More

hasheddan · on Feb 14, 2025

Yes, thank you for calling out. It should read "more important". This has been corrected.

hasheddan · on Feb 14, 2025

Author here -- thanks for engaging in the discussion! You won't find any pushback from us on using Zephyr -- we are contributors, the firmware example in the post is using it (or Nordic's NCS distribution of it), and we offer free Zephyr training [0] every month :)

[0]: https://training.golioth.io/

hasheddan · on Feb 14, 2025

Author of this post here -- thanks for sharing your experience! One thing I'll agree with immediately is that if you can afford to power down hardware that is almost always going to be your best option (see a previous post on this topic [0]). I believe the NAT post also calls this out, though I believe I could have gone further to disambiguate "sleeping" and "turning off":

> This doesn’t solve the issue of cloud to device traffic being dropped after NAT timeout (check back for another post on that topic), but for many low power use cases, being able to sleep for an extended period of time is more important than being able to immediately push data to devices.

(edit: there was originally an unfortunate typo here where the paragraph read "less important" rather than "more important")

Depending on the device and the server, powering down the modem does not necessarily mean that a session has to be started from scratch when it is powered on again. In fact, this is one of the benefits of the DTLS Connection ID strategy. A cellular device, for example, could wake up the next time in a completely different location, connect to a new base station, be assigned a fresh IP address, and continue communication with the server without having to perform a full handshake.

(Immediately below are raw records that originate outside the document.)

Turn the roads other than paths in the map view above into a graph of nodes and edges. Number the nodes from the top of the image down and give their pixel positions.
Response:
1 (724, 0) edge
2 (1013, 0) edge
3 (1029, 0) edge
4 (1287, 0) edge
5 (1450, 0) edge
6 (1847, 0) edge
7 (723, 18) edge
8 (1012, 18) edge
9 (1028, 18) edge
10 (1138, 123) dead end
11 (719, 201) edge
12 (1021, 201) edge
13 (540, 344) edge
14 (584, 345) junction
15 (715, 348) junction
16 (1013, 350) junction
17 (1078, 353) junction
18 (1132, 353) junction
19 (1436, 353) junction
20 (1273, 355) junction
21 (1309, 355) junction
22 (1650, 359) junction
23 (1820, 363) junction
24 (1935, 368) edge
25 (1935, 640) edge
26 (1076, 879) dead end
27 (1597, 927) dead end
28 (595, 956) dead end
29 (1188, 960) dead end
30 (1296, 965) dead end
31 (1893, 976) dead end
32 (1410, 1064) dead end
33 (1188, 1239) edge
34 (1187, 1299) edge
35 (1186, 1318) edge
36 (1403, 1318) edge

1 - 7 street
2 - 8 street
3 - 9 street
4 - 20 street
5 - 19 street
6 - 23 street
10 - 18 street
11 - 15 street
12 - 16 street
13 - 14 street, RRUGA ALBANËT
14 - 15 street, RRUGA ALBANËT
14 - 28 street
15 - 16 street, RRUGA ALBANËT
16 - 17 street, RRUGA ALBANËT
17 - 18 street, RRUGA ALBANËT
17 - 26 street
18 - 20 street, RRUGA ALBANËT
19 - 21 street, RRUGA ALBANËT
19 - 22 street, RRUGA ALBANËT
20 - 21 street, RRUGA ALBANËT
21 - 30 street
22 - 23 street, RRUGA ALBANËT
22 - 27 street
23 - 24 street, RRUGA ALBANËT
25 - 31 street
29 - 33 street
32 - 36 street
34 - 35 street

In reality, there is a spectrum of low power options with modems. We have written about many of them, including a post [1] that followed this one and describes using extended discontinuous reception (eDRX) [2] with DTLS Connection IDs and analyzing power consumption.

[0]: https://blog.golioth.io/power-optimization-recommendations/ [1]: https://blog.golioth.io/turn-off-subsystems-remotely-to-redu... [2]: https://www.everythingrf.com/community/what-is-edrx

hasheddan · on Dec 25, 2024

Author here. I’ve got a few more posts on VPR coming in the next couple of weeks. If you have any requests for deep dives into specific aspects of the architecture, feel free to drop them here!

hn3er1q · on Dec 26, 2024

Thank you so much for asking, I have oh so many requests...

Personally, I'm mostly interested in the ARM vs RISCV compare and contrast.

- I'd be very interested in comparing static memory and ram memory requirements for programs that are as similar as you can make them at the c-level using whatever toolchain Nordic wants you to use.

- Since you're looking to do deep dives I think looking into differences in the interrupt architecture and any implications on stack memory requirements and/or latency would be interesting, especially as VPR is a "peripheral processor"

- It would be interesting to get cycle counts for similar programs between ARM and RISCV. This might not be very comparable though as it seems the ARM architectures are more complex thus we expect a lower CPI from them. Anyway I think CPI numbers would be interesting.

I could go on but I don't want to be greedy. :)

brucehoult · on Dec 27, 2024

The Raspberry Pi Pico 2 of course also uses the Cortex M33, along with a self-developed (in his spare time!) RISC-V core that has very similar performance, other than not having an FPU.

It's pretty easy to compare the same C code on both CPUs on a Pico 2, where you have equal RAM, equal peripherals etc.

rwmj · on Dec 26, 2024

Why did they go with the 64 bit Arm core instead of an RV64 core? (Or an alternative question: why go with the 32 bit RISC-V core instead of an Arm M0?)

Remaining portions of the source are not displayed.